_Work to complete_
Below are the records. State how many of their lines contain "name", with nothing else.

(Records from a dataset)

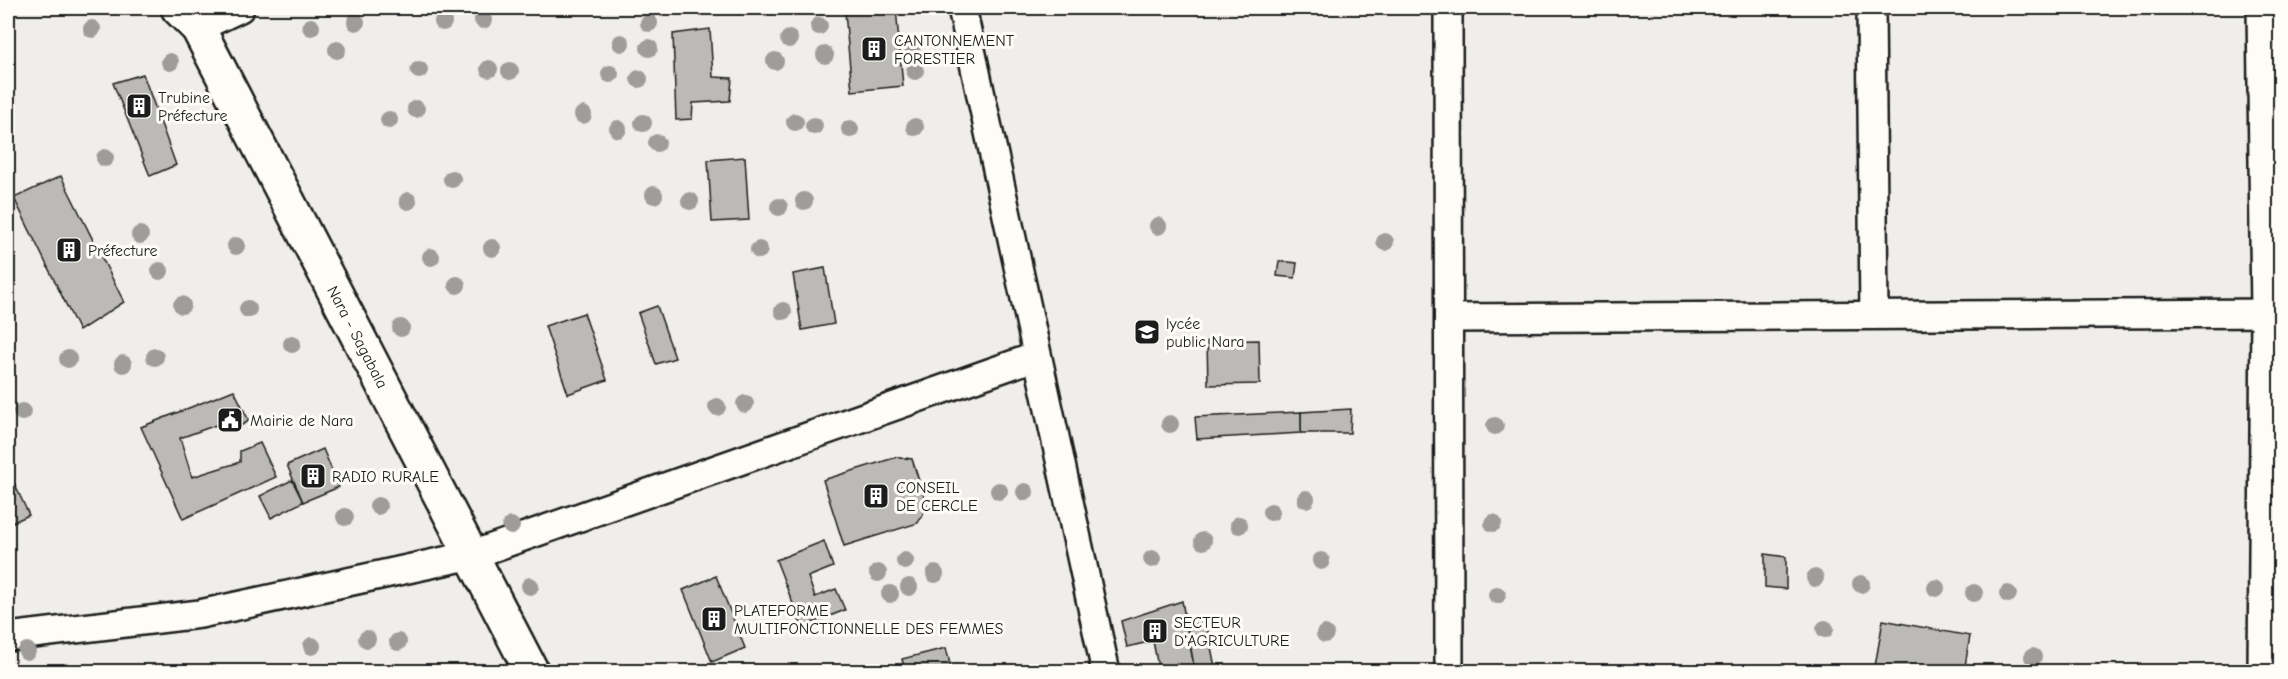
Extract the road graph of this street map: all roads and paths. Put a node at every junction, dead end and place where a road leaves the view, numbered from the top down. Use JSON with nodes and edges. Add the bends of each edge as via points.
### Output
{"nodes":[{"id":1,"x":240,"y":8,"type":"edge"},
{"id":2,"x":962,"y":8,"type":"edge"},
{"id":3,"x":1448,"y":8,"type":"edge"},
{"id":4,"x":1871,"y":8,"type":"edge"},
{"id":5,"x":2261,"y":8,"type":"edge"},
{"id":6,"x":190,"y":14,"type":"edge"},
{"id":7,"x":2272,"y":313,"type":"edge"},
{"id":8,"x":1874,"y":315,"type":"junction"},
{"id":9,"x":1449,"y":318,"type":"junction"},
{"id":10,"x":1037,"y":356,"type":"junction"},
{"id":11,"x":472,"y":555,"type":"junction"},
{"id":12,"x":8,"y":637,"type":"edge"},
{"id":13,"x":532,"y":672,"type":"edge"},
{"id":14,"x":1106,"y":672,"type":"edge"},
{"id":15,"x":1449,"y":672,"type":"edge"},
{"id":16,"x":2262,"y":672,"type":"edge"}],
"edges":[{"from":1,"to":6,"type":"street"},
{"from":2,"to":10,"type":"street"},
{"from":3,"to":9,"type":"street"},
{"from":4,"to":8,"type":"street"},
{"from":5,"to":7,"type":"street"},
{"from":6,"to":11,"type":"main road","name":"Nara - Sagabala"},
{"from":7,"to":8,"type":"street"},
{"from":7,"to":16,"type":"street"},
{"from":8,"to":9,"type":"street"},
{"from":9,"to":15,"type":"street"},
{"from":10,"to":11,"type":"street"},
{"from":10,"to":14,"type":"street"},
{"from":11,"to":12,"type":"street","via":[[200,614]]},
{"from":11,"to":13,"type":"main road","name":"Nara - Sagabala"}]}
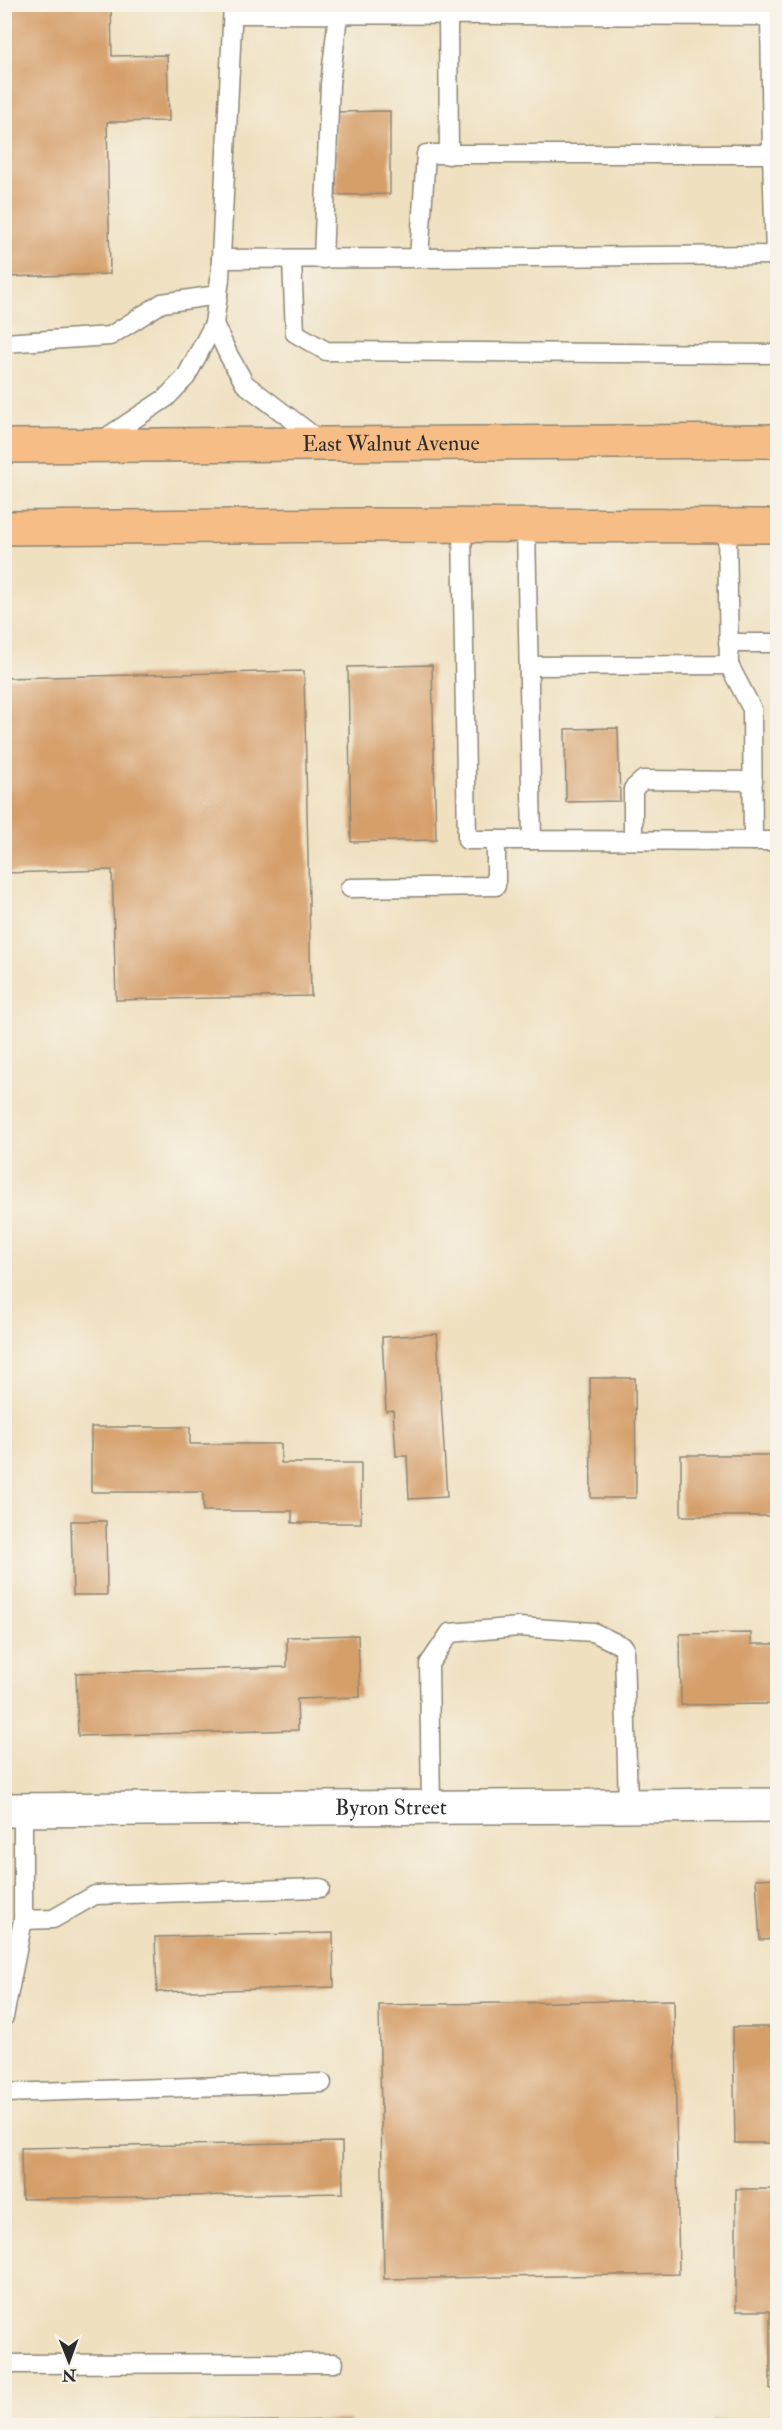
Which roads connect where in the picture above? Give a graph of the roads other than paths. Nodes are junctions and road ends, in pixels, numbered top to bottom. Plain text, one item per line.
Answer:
1 (233, 9) edge
2 (338, 15) junction
3 (448, 15) junction
4 (772, 154) junction
5 (449, 155) junction
6 (776, 255) edge
7 (419, 258) junction
8 (221, 259) junction
9 (323, 259) junction
10 (292, 260) junction
11 (218, 295) junction
12 (214, 324) junction
13 (4, 343) edge
14 (777, 354) edge
15 (777, 441) edge
16 (325, 444) junction
17 (94, 445) junction
18 (4, 446) edge
19 (462, 526) junction
20 (526, 526) junction
21 (727, 526) junction
22 (777, 526) edge
23 (4, 528) edge
24 (728, 643) junction
25 (777, 643) edge
26 (729, 665) junction
27 (529, 666) junction
28 (753, 781) junction
29 (496, 840) junction
30 (532, 840) junction
31 (633, 840) junction
32 (753, 841) junction
33 (777, 841) edge
34 (351, 888) dead end
35 (777, 1805) edge
36 (431, 1807) junction
37 (628, 1807) junction
38 (14, 1810) edge
39 (320, 1888) dead end
40 (23, 1920) junction
41 (4, 2017) edge
42 (322, 2083) dead end
43 (4, 2092) edge
44 (334, 2363) dead end
45 (4, 2364) edge

1 - 2 lane
1 - 8 lane
2 - 3 lane
2 - 9 lane
3 - 4 lane
3 - 5 lane
4 - 5 lane
4 - 6 lane
5 - 7 lane
6 - 7 lane
7 - 9 lane
8 - 10 lane
8 - 11 lane
9 - 10 lane
10 - 14 lane
11 - 12 lane
11 - 13 lane
12 - 16 lane
12 - 17 lane
15 - 16 main road, East Walnut Avenue
16 - 17 main road, East Walnut Avenue
17 - 18 main road, East Walnut Avenue
19 - 20 main road
19 - 23 main road
19 - 29 lane
20 - 21 main road
20 - 27 lane
21 - 22 main road
21 - 24 lane
24 - 25 lane
24 - 26 lane
26 - 27 lane
26 - 28 lane
27 - 30 lane
28 - 31 lane
28 - 32 lane
29 - 30 lane
29 - 34 lane
30 - 31 lane
31 - 32 lane
32 - 33 lane
35 - 37 street, Byron Street
36 - 37 street, Byron Street
36 - 37 lane
36 - 38 street, Byron Street
38 - 40 lane
39 - 40 lane
40 - 41 lane
42 - 43 lane
44 - 45 lane

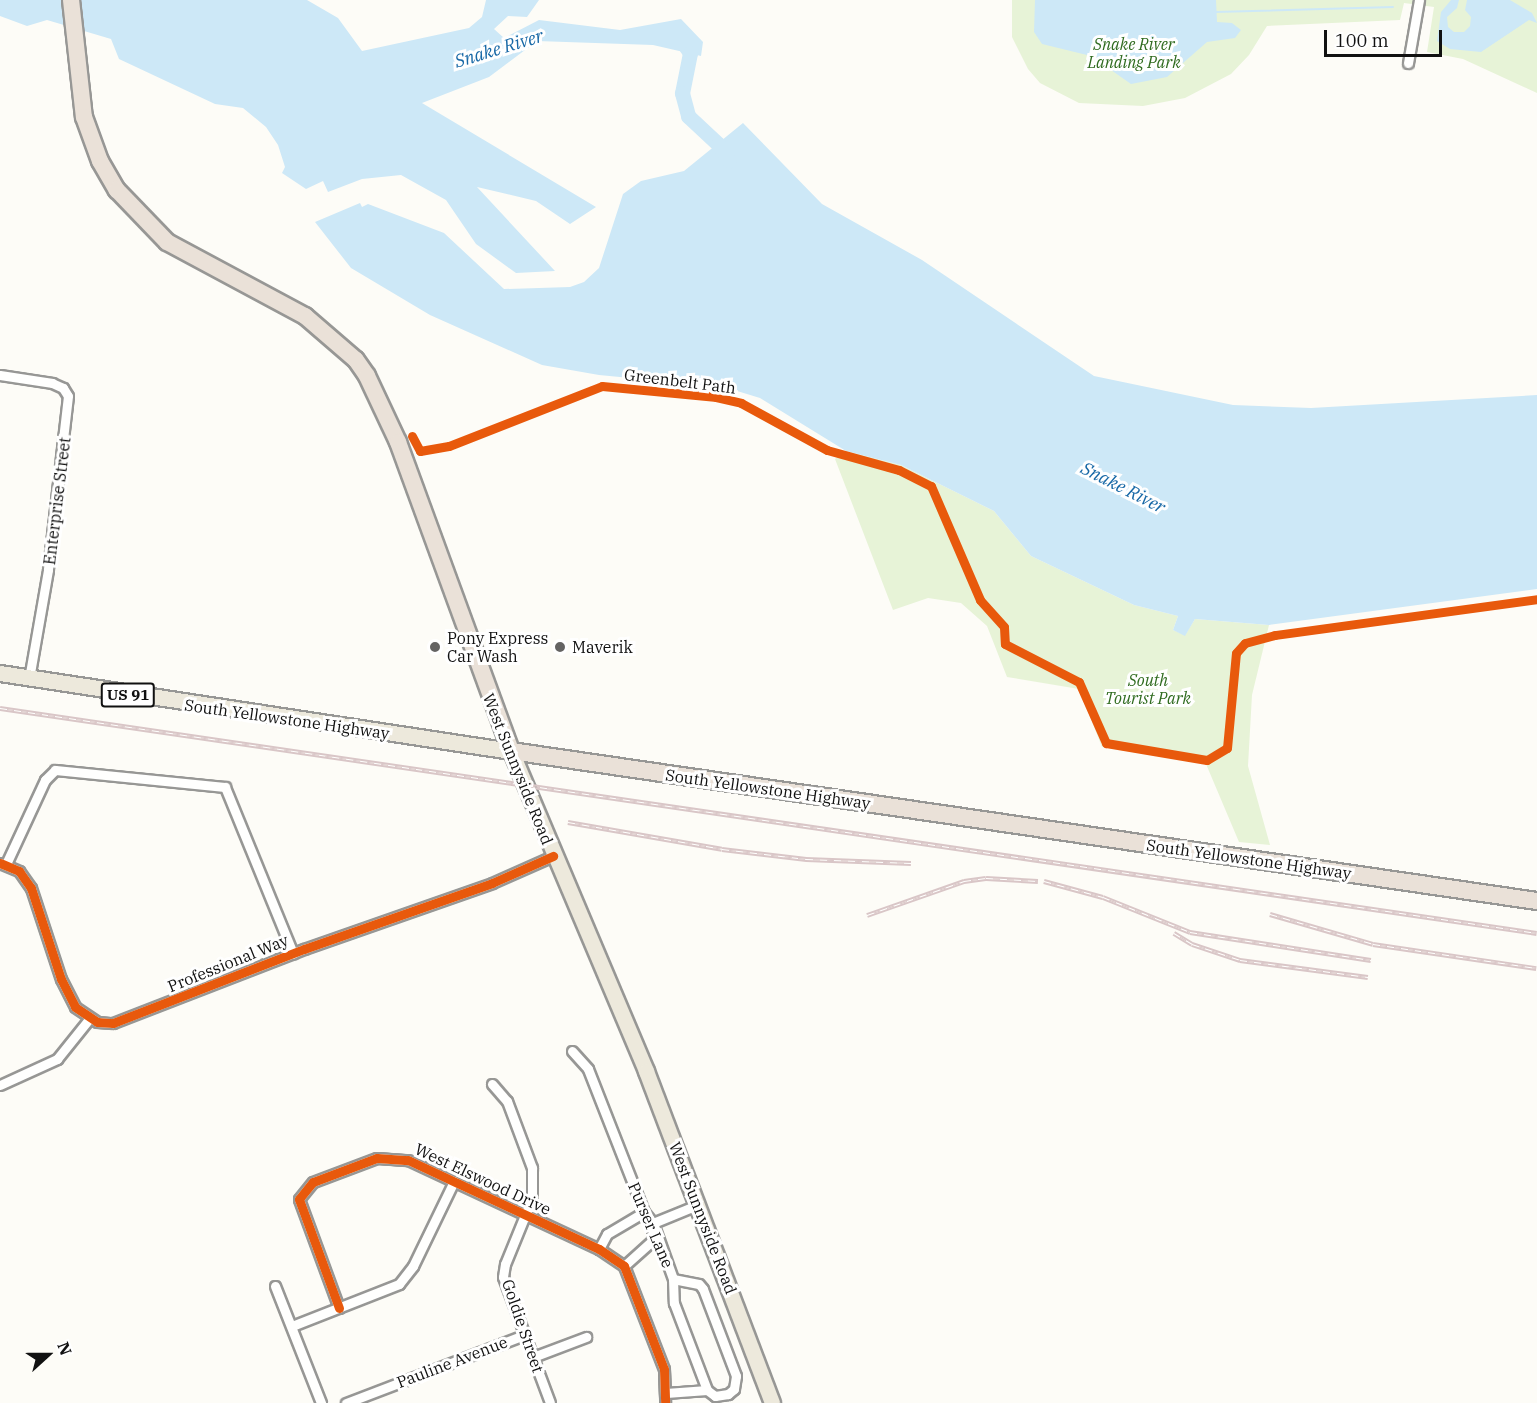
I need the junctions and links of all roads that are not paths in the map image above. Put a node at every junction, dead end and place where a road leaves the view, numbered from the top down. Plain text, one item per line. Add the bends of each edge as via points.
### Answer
1 (71, 0) edge
2 (1419, 0) edge
3 (1408, 63) dead end
4 (0, 375) edge
5 (0, 673) edge
6 (29, 679) junction
7 (511, 751) junction
8 (553, 856) junction
9 (3, 864) edge
10 (1537, 901) edge
11 (293, 954) junction
12 (89, 1019) junction
13 (572, 1051) dead end
14 (0, 1084) edge
15 (492, 1084) dead end
16 (454, 1180) junction
17 (697, 1205) junction
18 (644, 1212) junction
19 (525, 1215) junction
20 (653, 1223) junction
21 (599, 1249) junction
22 (624, 1266) junction
23 (673, 1278) junction
24 (275, 1287) dead end
25 (339, 1308) junction
26 (292, 1326) junction
27 (524, 1335) junction
28 (586, 1337) dead end
29 (533, 1357) junction
30 (707, 1390) junction
31 (666, 1398) edge
32 (321, 1403) edge
33 (346, 1403) edge
34 (550, 1403) edge
35 (772, 1403) edge

1 - 7 highway, West Sunnyside Road via 84,117 100,160 141,219 190,258 305,316 356,360 367,375 398,442
2 - 3 street
4 - 6 street, Enterprise Street via 52,384 63,388 68,396 49,558
5 - 6 main road, South Yellowstone Highway / US 91
6 - 7 main road, South Yellowstone Highway / US 91
7 - 8 main road, West Sunnyside Road
7 - 10 highway, South Yellowstone Highway
8 - 11 street, Professional Way via 492,883
8 - 17 main road, West Sunnyside Road via 646,1071
9 - 11 street via 45,780 56,770 225,788
9 - 12 street via 19,871 31,888 67,993
11 - 12 street, Professional Way via 129,1018 113,1023
12 - 14 street via 57,1059
13 - 18 street, Purser Lane via 588,1069
15 - 19 street, Goldie Street via 507,1101 532,1168 532,1198
16 - 19 street, West Elswood Drive
16 - 25 street via 413,1266 399,1284
16 - 25 street, West Elswood Drive via 408,1160 387,1156 313,1182 304,1189 300,1210
17 - 20 street
17 - 35 main road, West Sunnyside Road
18 - 20 street, Purser Lane
18 - 21 street via 607,1234
19 - 21 street, West Elswood Drive
19 - 27 street, Goldie Street via 503,1277
20 - 22 street via 652,1241
20 - 23 street, Purser Lane
21 - 22 street, West Elswood Drive
22 - 31 street via 664,1369
23 - 30 street via 674,1303
23 - 30 street, Purser Lane via 699,1284 703,1289 736,1376 735,1389 728,1394 715,1395
24 - 26 street
25 - 26 street
26 - 32 street
27 - 29 street, Goldie Street
27 - 33 street, Pauline Avenue
28 - 29 street
29 - 34 street, Goldie Street
30 - 31 street

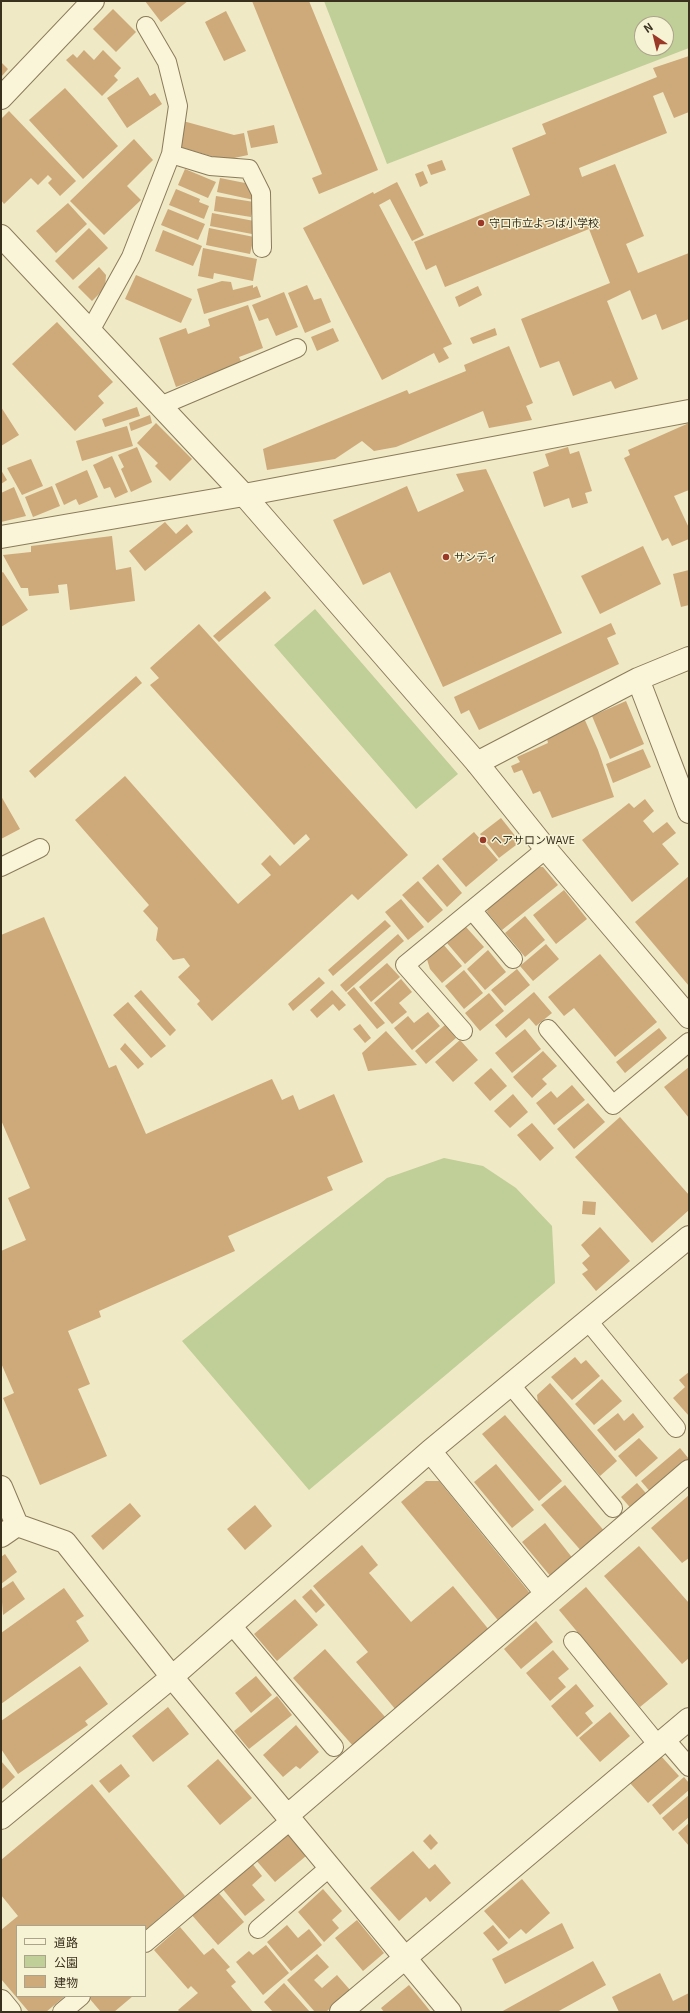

_Result for this exercise_
2